JEAN-LOUIS MURAT – Le moujik et sa femme
(Labels/Virgin)
Stakhanoviste alternant avec constance chefs-d’œuvre et disques plus mineurs, Jean-Louis Murat semble s’accorder une longue période récréative depuis son superbe "Mustango" de 99. Déclinaison live de ce dernier, escapade dix-septièmiste avec la Huppert, déconnades avec son groupe les Rancheros (chansons "d’après-foot", à usage interne exclusivement), sans parler des dizaines de morceaux qu’il enregistre comme d’autres respirent, et que Labels n’est pas près de sortir : depuis deux ans et demi, le barde arverne ne chôme pas mais se disperse un peu. On attendait donc de ce nouveau "vrai" album qu’il remette les pendules à l’heure et réinstalle le grimpeur des cols et des monts au sommet.

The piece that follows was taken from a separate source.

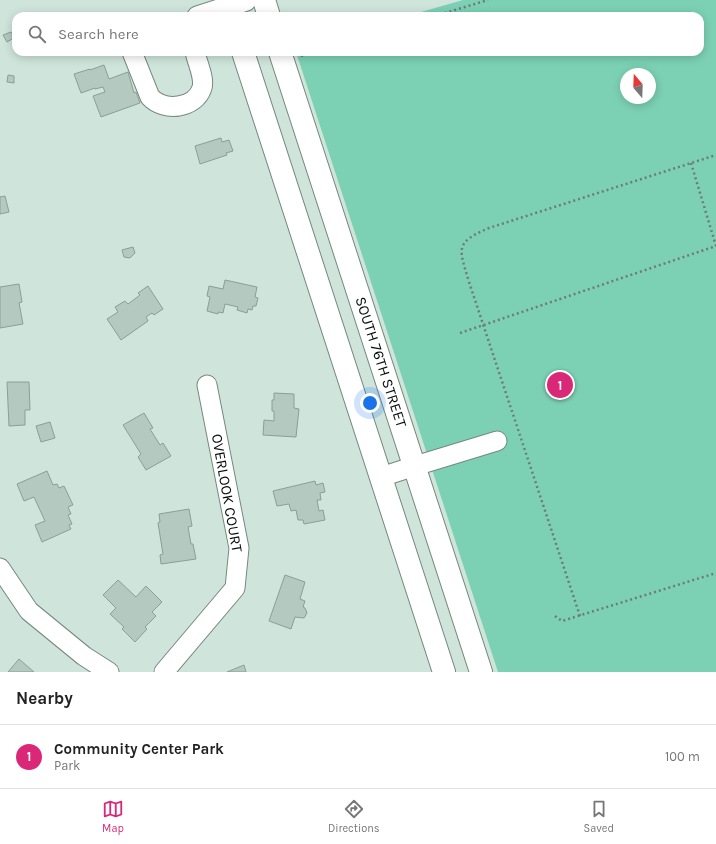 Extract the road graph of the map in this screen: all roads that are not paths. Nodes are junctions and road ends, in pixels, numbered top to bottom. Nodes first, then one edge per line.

Caramba, encore raté. "Le moujik et sa femme" (et pourquoi pas "La moujik adoucit les morses" ?) est plus proche du bricolage de "Venus" ou de la B.O. du jamais vu "Mademoiselle Personne" que de l’accomplissement du "Manteau de pluie" ou de "Dolorès" – sans même parler de la grâce infinie du bref mais intense "Murat en plein air".

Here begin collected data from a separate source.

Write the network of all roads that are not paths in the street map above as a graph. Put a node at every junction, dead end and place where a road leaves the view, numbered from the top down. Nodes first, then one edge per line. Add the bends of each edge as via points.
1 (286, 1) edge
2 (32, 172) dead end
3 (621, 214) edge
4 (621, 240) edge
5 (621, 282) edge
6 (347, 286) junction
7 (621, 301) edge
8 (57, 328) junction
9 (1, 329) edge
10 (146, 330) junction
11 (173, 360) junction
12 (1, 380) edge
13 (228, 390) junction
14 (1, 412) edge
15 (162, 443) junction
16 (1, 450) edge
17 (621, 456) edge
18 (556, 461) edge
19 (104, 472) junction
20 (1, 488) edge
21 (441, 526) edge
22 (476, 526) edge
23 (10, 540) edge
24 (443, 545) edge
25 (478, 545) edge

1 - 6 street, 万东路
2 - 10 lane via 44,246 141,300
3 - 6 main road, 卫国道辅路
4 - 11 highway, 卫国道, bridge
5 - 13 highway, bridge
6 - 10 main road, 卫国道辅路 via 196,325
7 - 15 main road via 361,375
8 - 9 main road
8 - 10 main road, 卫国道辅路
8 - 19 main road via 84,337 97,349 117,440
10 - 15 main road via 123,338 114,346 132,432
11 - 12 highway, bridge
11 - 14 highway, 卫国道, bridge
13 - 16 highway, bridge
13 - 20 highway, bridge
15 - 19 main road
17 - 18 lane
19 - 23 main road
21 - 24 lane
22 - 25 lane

L’inaugural "Amour qui passe" donne la tonalité de l’ensemble : "low-key", comme disent les Anglo-Saxons. Une énième variation sur la fugacité des sentiments portée par des guitares très Calexico, résolument mid-tempo. Un peu plus enlevé, "L’Au-delà" se révèle encore plus anecdotique, mais aussi plus tenace – d’ailleurs, c’est le single. Il faut attendre le troisième morceau, le frémissant "Foule romaine", pour que Murat transcende les limitations qu’il s’est imposées (textes un peu plus directs qu’à l’accoutumée, mélodies minimales, instrumentation dépouillée), comme le Jean Bart ou le Daho des grands jours.

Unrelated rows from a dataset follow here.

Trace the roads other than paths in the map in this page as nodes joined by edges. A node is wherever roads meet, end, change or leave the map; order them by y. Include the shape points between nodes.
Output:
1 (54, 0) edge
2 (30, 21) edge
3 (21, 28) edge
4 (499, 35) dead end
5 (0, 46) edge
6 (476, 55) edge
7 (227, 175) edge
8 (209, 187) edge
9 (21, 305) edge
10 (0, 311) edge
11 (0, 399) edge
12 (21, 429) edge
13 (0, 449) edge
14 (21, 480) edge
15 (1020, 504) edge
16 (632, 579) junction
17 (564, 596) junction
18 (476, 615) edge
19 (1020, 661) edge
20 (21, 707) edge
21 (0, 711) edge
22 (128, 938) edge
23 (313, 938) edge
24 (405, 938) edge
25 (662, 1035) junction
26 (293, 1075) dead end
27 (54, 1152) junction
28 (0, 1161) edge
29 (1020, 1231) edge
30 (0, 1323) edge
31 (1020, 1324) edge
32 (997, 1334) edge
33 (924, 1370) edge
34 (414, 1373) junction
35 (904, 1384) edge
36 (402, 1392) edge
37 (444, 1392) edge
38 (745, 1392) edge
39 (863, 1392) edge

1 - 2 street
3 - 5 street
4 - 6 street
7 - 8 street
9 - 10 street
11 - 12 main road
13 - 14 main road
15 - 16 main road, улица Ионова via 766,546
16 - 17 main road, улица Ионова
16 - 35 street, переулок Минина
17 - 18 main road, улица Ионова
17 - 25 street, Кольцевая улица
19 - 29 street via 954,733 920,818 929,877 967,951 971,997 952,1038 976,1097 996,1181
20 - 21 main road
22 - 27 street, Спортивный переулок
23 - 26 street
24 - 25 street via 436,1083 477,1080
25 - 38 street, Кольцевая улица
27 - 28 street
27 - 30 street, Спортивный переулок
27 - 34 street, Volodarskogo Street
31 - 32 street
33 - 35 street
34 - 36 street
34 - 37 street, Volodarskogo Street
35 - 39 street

Si les deux chansons suivantes n’éveillent guère l’attention, la sixième, "Baby carni bird", s’affirme dès la première écoute comme le moment le plus singulier de l’album. On y retrouve le Murat sale gosse qu’on aime bien, celui qui raconte des conneries chez Ardisson, chante des gros mots en ponctuant ses couplets de "ouais" et de "woudjîîî" (sic), balance sans prévenir une guitare sale comme un pou au milieu de la chanson. Un grand moment de bullshitisme à la Lou Reed, son "Quand j’étais chanteur" à lui. Bonne nouvelle : entre Tuilière et Sanadoire, le chien de l’espace aboie encore.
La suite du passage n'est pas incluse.